Facciola v. Greenberg Traurig, LLP

781 F. Supp. 2d 913, 2011 U.S. Dist. LEXIS 36789, 2011 WL 1253656
CourtDistrict Court, D. Arizona
DecidedMarch 31, 2011
DocketCV 10-1025-PHX-MHM
StatusPublished
Cited by4 cases

This text of 781 F. Supp. 2d 913 (Facciola v. Greenberg Traurig, LLP) is published on Counsel Stack Legal Research, covering District Court, D. Arizona primary law. Counsel Stack provides free access to over 12 million legal documents including statutes, case law, regulations, and constitutions.

Bluebook
Facciola v. Greenberg Traurig, LLP, 781 F. Supp. 2d 913, 2011 U.S. Dist. LEXIS 36789, 2011 WL 1253656 (D. Ariz. 2011).

Opinion

ORDER

MARY H. MURGUIA, District Judge.

The Court has before it Defendants Michael M. Denning, Donna J. Denning, Todd S. Brown, and Cynthia D. Brown’s (“Denning Defendants”) Motion to Dismiss (Doc. 81), as well as Defendants Tom Hirsch, Diane Rose Hirsch, Howard Evan Walder, Berta Friedman Walder, Harish P. Shah and Madhavi H. Shah’s (“Hirsch Defendants”) Motion to Dismiss and Joinder to Greenberg Traurig LLP’s Motion to Dismiss Complaint. (Doc. 83) The Court has reviewed the Lead Plaintiffs’ responses to both the motions, as well as the Defendants’ replies. The Court has also reviewed the Motion to Dismiss filed by Defendant Greenberg Traurig, LLP (“Greenberg Traurig”), which was joined in part by the Defendants, as well as the response to the Greenberg Traurig motion by the lead Plaintiffs, as well as Greenberg Traurig’s reply. In addition, the Court has also reviewed the complaint. Although the Denning and Hirsch Defendants incorporate and join a number of arguments made in the Greenberg Traurig Motion, this Order only resolves the Denning and Hirsch motions to dismiss. Having determined that oral argument is unnecessary the Court issues the following order.

I. Background

A. General Allegations Regarding Mortgages Limited and Radical Bunny

This case arises from the collapse of real estate lender Mortgages Ltd. following the economic downturn in 2007 and 2008 and also involves Mortgages Ltd.’s relationship with a company called Radical Bunny. According to the complaint, Mortgages Ltd. was a private mortgage lender based in Arizona engaged in making high-interest secured loans to real estate developers. To finance these loans, Mortgages Ltd. raised money from private investors in exchange for fractional interests in the secured promissory notes signed by real estate developers who borrowed money from Mortgages Ltd. Mortgages Ltd. sold securities to investors through a brokerage firm called Mortgages Ltd. Securities, LLC. Plaintiffs also allege that Mortgages Ltd. formed a relationship with a company called Radical Bunny and that starting in 1999, the latter brought together investors to invest in various real estate projects, including pass-through interests in loans originated by Mortgages Ltd. According to the complaint, in 2005 Mortgages Ltd. CEO Scott Coles proposed to Radical Bunny that it loan money directly to Mortgages Ltd. instead of investing in particular pass through real estate assets. The complaint alleges that this arrangement gave Mortgages Ltd. access to an unsecured line of credit and that Radical Bunny made a number of loans to Mortgages Ltd. The *917 Plaintiffs claim that from that point, Mortgages Ltd. and Radical Bunny were engaged in a joint venture and common enterprise. The complaint also stresses that despite this change in the relationship between Mortgages Ltd. and Radical Bunny, Radical Bunny continued to sell Mortgages Ltd. securities to investors, representing to them that they were investing in Mortgages Ltd. notes and deeds of trust, when in fact they were only investing in Radical Bunny.

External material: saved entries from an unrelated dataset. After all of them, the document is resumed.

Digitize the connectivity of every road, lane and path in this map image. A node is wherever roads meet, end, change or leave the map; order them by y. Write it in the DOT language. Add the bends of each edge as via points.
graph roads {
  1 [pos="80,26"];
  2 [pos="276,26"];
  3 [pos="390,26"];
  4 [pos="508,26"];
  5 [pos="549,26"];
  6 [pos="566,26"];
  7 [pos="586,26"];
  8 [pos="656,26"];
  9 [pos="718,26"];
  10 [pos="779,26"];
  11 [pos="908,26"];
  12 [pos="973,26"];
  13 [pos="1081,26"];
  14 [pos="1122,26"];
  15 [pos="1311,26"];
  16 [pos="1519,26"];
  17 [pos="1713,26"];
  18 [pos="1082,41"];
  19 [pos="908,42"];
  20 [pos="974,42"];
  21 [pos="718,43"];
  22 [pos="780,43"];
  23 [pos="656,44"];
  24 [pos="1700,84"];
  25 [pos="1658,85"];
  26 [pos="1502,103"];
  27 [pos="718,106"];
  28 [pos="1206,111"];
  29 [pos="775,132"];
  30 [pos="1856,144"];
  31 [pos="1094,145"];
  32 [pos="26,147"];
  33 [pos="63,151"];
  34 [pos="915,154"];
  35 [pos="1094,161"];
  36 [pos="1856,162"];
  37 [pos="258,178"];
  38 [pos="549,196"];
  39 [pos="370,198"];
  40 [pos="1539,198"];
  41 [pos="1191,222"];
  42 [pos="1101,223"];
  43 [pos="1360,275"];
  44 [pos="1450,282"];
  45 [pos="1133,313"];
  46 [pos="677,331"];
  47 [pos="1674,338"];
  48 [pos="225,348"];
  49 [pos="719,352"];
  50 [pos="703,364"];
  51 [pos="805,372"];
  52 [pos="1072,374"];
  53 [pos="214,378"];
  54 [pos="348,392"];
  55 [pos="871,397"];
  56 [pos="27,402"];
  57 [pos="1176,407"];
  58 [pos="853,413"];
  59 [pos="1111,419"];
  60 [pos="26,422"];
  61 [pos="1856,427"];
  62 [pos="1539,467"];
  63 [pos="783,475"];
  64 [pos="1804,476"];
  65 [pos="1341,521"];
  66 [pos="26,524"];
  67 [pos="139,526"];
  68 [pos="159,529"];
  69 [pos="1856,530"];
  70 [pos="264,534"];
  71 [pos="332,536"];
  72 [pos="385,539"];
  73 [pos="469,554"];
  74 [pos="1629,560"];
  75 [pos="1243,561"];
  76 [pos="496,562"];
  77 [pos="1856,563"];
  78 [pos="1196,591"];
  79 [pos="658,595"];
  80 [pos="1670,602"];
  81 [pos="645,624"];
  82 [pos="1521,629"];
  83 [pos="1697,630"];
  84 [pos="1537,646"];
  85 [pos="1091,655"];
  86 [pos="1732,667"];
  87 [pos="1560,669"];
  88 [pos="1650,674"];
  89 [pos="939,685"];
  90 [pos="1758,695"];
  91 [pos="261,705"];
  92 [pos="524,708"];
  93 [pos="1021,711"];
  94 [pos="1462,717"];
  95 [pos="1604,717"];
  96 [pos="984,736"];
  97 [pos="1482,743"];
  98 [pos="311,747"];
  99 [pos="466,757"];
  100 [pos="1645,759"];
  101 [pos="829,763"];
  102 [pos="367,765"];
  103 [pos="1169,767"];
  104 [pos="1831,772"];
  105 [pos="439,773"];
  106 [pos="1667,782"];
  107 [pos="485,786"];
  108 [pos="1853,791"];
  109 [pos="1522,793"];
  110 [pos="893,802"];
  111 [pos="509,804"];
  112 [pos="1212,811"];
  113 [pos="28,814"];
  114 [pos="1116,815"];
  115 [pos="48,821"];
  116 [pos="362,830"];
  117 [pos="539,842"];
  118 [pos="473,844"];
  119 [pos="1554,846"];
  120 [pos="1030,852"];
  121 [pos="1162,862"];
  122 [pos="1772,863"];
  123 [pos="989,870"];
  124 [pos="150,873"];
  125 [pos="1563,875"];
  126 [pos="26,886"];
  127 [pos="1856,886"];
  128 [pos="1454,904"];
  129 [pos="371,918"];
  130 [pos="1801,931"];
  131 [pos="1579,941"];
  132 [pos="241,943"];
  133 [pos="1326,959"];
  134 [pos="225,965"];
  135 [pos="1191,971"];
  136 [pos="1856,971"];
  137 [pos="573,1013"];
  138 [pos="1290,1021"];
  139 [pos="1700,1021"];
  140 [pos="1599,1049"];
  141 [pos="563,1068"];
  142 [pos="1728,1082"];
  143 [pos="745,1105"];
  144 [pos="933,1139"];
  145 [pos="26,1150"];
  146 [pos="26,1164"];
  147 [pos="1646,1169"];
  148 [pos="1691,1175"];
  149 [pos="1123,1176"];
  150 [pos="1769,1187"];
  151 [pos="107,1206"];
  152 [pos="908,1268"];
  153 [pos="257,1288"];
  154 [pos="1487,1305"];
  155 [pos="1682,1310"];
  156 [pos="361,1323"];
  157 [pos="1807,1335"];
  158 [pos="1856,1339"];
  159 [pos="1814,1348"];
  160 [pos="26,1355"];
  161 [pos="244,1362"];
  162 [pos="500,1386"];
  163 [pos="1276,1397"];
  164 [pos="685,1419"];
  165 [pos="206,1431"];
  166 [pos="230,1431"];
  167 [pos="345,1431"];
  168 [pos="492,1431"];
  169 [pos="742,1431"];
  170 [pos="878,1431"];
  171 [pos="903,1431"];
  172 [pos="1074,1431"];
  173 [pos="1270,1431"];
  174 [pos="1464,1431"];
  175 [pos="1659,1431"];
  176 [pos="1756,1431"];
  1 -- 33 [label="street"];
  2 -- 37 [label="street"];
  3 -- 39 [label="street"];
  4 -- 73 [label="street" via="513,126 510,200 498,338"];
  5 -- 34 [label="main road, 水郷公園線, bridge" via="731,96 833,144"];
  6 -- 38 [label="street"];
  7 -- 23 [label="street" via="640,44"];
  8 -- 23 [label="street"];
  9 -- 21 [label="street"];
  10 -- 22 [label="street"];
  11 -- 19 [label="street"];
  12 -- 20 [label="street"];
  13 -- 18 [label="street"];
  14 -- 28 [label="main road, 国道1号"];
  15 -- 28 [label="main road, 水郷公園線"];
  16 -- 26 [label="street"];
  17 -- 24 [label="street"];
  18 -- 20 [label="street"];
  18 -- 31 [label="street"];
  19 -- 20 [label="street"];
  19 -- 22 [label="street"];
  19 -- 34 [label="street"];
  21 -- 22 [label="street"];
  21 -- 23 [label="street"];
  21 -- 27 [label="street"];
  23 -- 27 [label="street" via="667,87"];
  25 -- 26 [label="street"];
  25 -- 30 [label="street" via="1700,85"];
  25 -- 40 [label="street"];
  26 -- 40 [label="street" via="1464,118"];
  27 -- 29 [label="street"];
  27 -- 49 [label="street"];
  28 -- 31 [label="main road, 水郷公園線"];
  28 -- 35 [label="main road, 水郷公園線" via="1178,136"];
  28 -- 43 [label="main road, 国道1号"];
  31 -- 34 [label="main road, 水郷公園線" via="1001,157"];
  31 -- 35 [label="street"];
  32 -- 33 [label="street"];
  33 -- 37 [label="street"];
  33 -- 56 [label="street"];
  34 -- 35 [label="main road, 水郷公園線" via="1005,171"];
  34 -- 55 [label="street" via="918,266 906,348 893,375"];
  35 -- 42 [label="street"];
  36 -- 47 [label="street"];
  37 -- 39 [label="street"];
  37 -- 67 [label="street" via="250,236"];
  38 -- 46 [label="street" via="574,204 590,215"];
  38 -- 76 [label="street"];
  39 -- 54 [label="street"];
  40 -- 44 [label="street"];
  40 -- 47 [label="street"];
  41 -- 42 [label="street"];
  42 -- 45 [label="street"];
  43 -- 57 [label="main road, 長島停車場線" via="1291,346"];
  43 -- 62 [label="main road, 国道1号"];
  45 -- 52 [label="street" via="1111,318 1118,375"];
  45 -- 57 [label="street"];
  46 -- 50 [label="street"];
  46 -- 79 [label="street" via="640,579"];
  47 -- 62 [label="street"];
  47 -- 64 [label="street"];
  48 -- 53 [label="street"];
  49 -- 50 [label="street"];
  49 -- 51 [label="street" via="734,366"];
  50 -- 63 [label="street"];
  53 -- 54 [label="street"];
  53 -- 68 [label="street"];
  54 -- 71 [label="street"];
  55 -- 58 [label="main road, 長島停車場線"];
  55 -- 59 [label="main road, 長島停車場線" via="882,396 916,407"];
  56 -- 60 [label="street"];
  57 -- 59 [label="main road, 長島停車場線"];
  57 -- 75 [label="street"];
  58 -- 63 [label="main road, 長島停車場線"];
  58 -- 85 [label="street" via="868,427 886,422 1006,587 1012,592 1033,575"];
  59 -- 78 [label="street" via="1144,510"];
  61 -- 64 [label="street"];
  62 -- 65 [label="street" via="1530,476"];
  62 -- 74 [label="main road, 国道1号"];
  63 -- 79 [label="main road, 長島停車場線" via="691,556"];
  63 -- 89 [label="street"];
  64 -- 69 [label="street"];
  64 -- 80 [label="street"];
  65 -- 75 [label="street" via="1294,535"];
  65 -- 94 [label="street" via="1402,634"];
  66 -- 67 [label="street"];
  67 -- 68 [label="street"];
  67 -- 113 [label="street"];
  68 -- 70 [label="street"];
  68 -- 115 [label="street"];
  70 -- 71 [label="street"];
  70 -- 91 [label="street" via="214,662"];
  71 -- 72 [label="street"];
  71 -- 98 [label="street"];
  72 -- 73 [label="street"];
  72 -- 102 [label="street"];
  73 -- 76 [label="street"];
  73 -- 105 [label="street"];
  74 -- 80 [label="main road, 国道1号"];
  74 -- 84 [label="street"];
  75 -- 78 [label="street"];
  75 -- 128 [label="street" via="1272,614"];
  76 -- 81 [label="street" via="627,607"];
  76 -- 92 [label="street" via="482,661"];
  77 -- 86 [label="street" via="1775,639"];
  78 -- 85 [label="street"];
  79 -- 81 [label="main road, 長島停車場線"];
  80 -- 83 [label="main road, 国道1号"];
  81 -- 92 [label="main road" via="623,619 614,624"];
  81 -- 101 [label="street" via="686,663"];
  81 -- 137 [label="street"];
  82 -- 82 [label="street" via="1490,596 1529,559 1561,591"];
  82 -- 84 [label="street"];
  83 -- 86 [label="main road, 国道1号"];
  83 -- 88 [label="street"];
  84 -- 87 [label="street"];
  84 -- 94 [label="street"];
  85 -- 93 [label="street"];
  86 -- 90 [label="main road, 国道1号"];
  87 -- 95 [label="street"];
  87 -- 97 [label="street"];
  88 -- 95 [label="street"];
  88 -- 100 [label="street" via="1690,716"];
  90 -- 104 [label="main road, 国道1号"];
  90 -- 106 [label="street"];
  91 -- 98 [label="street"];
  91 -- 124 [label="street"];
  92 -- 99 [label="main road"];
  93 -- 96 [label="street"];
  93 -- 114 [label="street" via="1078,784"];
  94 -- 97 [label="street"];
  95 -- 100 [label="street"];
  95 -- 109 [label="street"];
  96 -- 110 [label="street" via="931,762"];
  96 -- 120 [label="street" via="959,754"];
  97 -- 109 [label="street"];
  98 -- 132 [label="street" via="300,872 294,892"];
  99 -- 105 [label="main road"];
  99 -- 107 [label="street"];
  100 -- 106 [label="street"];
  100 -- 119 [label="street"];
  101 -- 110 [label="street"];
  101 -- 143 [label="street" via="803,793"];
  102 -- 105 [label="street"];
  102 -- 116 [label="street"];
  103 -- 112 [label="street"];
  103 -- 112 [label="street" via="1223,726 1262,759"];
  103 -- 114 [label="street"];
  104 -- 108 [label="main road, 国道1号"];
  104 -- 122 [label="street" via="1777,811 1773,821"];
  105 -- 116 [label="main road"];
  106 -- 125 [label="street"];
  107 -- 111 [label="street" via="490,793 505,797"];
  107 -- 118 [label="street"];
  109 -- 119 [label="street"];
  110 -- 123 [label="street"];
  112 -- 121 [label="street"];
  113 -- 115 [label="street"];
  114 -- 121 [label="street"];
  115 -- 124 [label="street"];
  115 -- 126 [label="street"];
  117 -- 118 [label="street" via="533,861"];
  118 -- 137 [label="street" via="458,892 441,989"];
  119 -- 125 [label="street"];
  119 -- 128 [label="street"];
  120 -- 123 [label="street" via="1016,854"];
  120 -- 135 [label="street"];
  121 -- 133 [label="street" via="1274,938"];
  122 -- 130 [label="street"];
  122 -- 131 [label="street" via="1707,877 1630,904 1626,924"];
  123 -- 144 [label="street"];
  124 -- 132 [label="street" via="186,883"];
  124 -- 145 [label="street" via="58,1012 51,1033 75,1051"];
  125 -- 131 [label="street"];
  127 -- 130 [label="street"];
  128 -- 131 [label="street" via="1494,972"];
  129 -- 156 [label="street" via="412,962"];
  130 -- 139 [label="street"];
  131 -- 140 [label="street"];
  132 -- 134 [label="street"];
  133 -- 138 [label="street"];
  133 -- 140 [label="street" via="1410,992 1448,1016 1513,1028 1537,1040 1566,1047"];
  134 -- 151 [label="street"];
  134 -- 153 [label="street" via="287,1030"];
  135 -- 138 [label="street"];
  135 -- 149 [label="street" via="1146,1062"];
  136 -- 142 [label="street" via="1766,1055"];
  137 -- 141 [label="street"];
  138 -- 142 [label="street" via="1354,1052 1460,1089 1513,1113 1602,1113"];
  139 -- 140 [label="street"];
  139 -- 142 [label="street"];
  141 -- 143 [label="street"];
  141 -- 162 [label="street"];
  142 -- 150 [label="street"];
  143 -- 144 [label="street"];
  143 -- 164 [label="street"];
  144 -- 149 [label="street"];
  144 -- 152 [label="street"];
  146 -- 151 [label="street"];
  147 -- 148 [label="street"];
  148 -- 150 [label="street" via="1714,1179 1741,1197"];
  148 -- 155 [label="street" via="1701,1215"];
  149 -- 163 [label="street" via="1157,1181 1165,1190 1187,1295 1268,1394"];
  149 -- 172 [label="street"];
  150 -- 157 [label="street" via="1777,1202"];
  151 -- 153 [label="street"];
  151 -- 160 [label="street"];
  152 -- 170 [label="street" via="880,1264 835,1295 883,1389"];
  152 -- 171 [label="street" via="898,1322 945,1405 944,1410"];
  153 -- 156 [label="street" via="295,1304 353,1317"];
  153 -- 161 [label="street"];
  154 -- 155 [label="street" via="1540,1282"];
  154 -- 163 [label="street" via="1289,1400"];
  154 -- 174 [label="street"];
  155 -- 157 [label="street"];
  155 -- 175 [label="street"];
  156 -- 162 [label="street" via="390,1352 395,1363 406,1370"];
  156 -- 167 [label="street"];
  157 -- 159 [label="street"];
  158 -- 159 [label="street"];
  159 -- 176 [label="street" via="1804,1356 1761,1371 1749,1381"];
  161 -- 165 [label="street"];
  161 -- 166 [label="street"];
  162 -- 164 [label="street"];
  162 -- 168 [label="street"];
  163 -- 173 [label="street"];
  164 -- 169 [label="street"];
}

The complaint also asserts that once Mortgages Ltd. began to spiral into insolvency, the Mortgages Ltd. began to abandon its traditionally conservative underwriting practices. The complaint asserts that Mortgages Ltd. was only able to survive because it borrowed funds from its investors, including funds that the Defendants knew had been and were being raised through Radical Bunny in an unlawful and fraudulent manner.

B. Allegations Regarding the Denning Defendants

The Plaintiffs allege that the Denning Defendants were part of the management team at Mortgages Ltd. The complaint alleges that these Defendants saw the financial excesses at Mortgages Ltd. and the allegedly illegal fundraising at Radical Bunny, but did nothing to warn investors. Rather, according to the complaint, the Denning Defendants assisted in preparing the private offering memoranda (“POMs”) through which investor funds were solicited. The complaint alleges that the Denning Defendants knew that the POMs were false and misleading — that they did not disclose the true state of Mortgages Ltd.’s finances and the risk of the investments-but took no steps to correct them.

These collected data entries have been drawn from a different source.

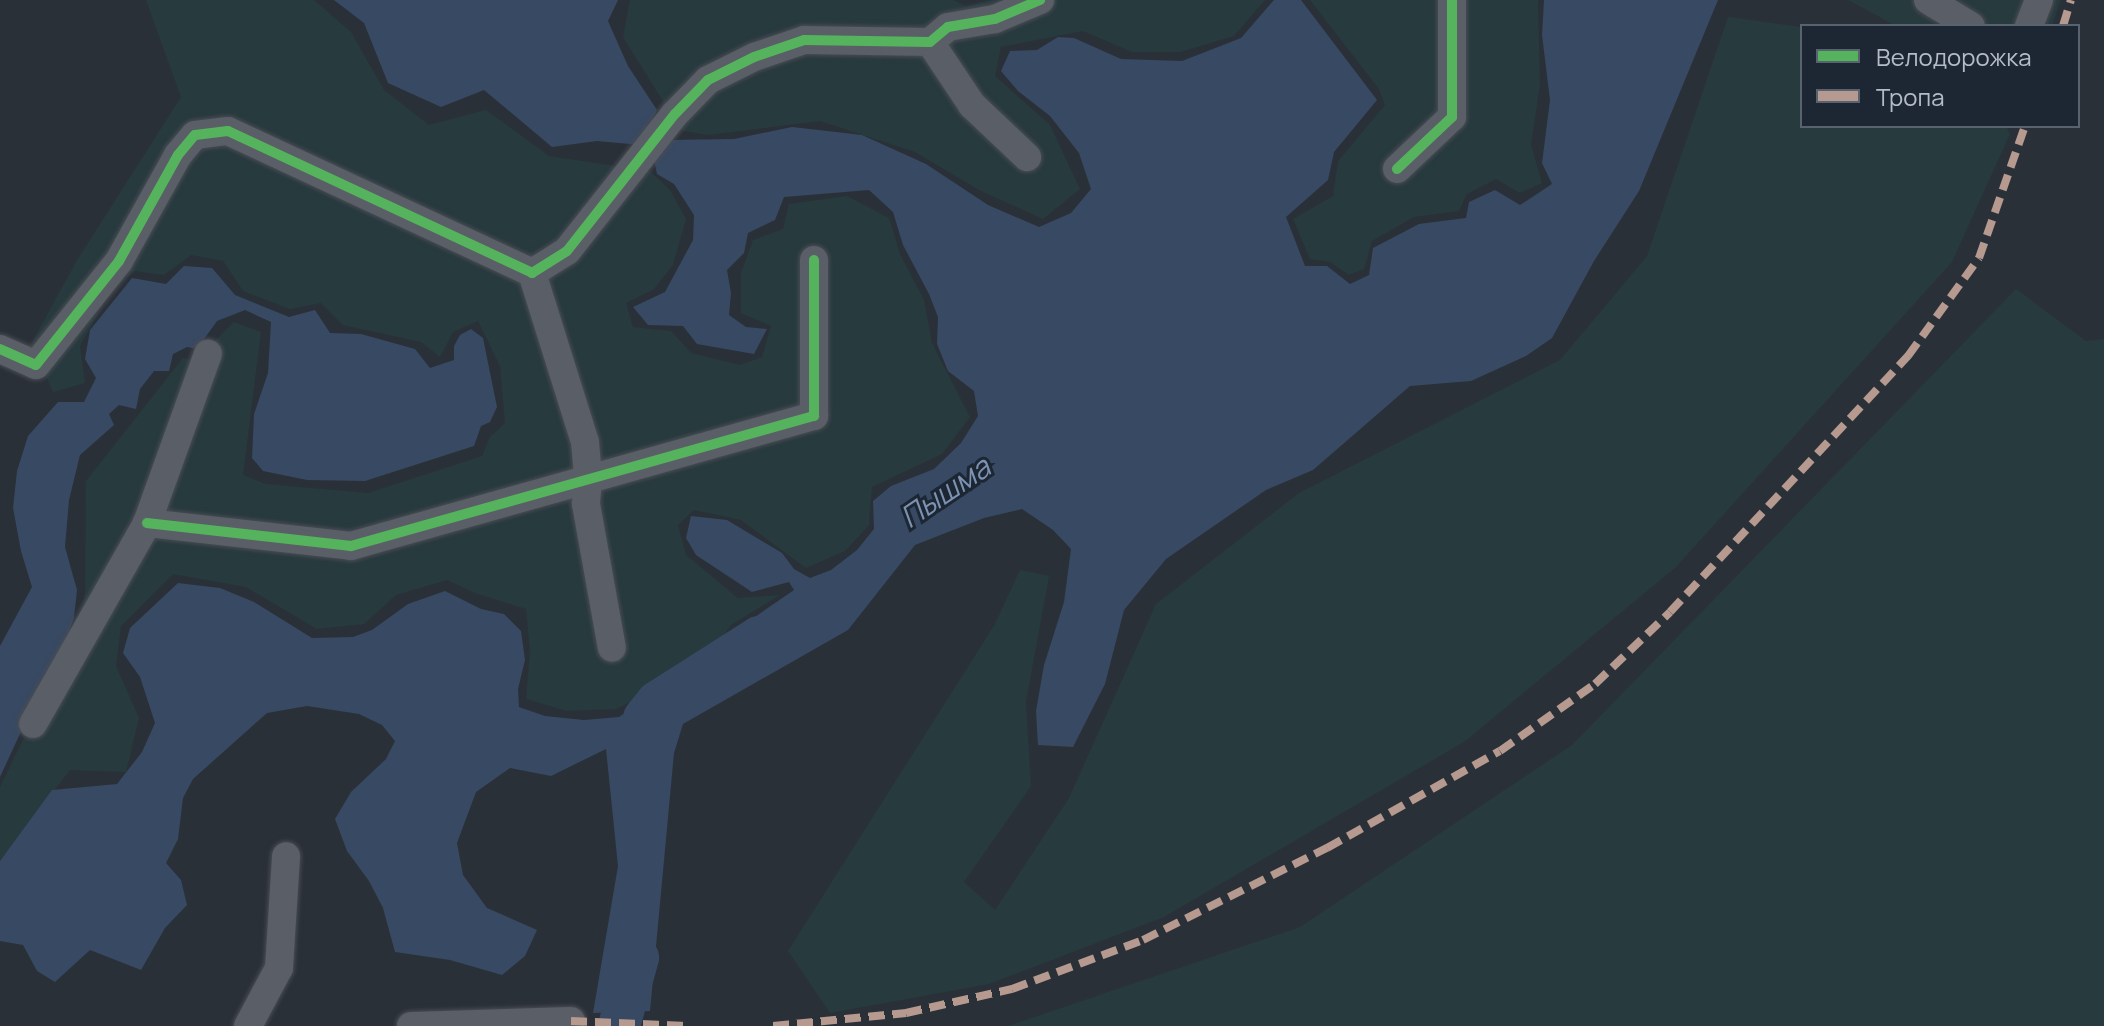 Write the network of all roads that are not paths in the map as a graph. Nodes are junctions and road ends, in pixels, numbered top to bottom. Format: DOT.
graph roads {
  1 [pos="1040,0"];
  2 [pos="1928,0"];
  3 [pos="2039,0"];
  4 [pos="1456,1"];
  5 [pos="1968,24"];
  6 [pos="2030,24"];
  7 [pos="939,35"];
  8 [pos="1027,157"];
  9 [pos="1397,169"];
  10 [pos="814,260"];
  11 [pos="532,273"];
  12 [pos="0,349"];
  13 [pos="208,354"];
  14 [pos="588,480"];
  15 [pos="147,523"];
  16 [pos="612,648"];
  17 [pos="33,724"];
  18 [pos="286,856"];
  19 [pos="571,1021"];
  20 [pos="248,1026"];
  21 [pos="411,1026"];
  1 -- 7 [label="street"];
  2 -- 5 [label="street"];
  3 -- 6 [label="street"];
  4 -- 9 [label="street"];
  7 -- 8 [label="street"];
  7 -- 11 [label="street"];
  10 -- 14 [label="street"];
  11 -- 12 [label="street"];
  11 -- 14 [label="street"];
  13 -- 15 [label="street"];
  14 -- 15 [label="street"];
  14 -- 16 [label="street"];
  15 -- 17 [label="street"];
  18 -- 20 [label="street"];
  19 -- 21 [label="street"];
}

C. Allegations Regarding the Hirsch Defendants.

The Plaintiffs allege that the Hirsch Defendants had management roles at Radical Bunny and that they solicited investors for Mortgages Ltd. through those roles. The complaint asserts that the investments were a form of mortgage-backed security, but that these securities were unregistered and sold without a registration exemption. The complaint also asserts that the Hirsch Defendants offered and sold the securities although they were not licensed to do so. Furthermore, the Plaintiffs claim that the Hirsch Defendants sold these investments through false and misleading representations and omissions in offering materials and at investor meetings. According to the Plaintiffs, the Hirsch Defendants told Radical Bunny investors that they were investing in Mortgages Ltd. notes secured by an interest in certain Mortgages Ltd. deeds of trust and other assets. The Complaint alleges that the Hirsch Defendants did not disclose that there was no security agreement giving Radical Bunny investors any such security interest.

II. The Complaint

Plaintiffs filed their complaint on May 11, 2010. The Plaintiffs Robert Facciola, the Robert Maurice Facciola Trust, Honeylou C. Reznik, The Morris Reznik and Honeylou C. Reznik Trust, Jewel Box Loan Company, Inc., Jewel Box, Inc., HM Investments, LLC, Fred C. Hagel and Jacqueline M. Hagel Revocable Living Trust, and Judith A. Baker filed the complaint individually and on behalf of all others similar situated. The Complaint asserts that Plaintiffs Facciola and Reznik sue on behalf of all persons who purchased or held investments issued by Mortgages Ltd. or the limited liability companies it managed between September 2005 and June 2008. The Complaint also states that Plaintiffs Hagel and Baker sue on behalf of all persons who purchased or held investments issued by Radical Bunny, LLC between September 2005 and June 2008.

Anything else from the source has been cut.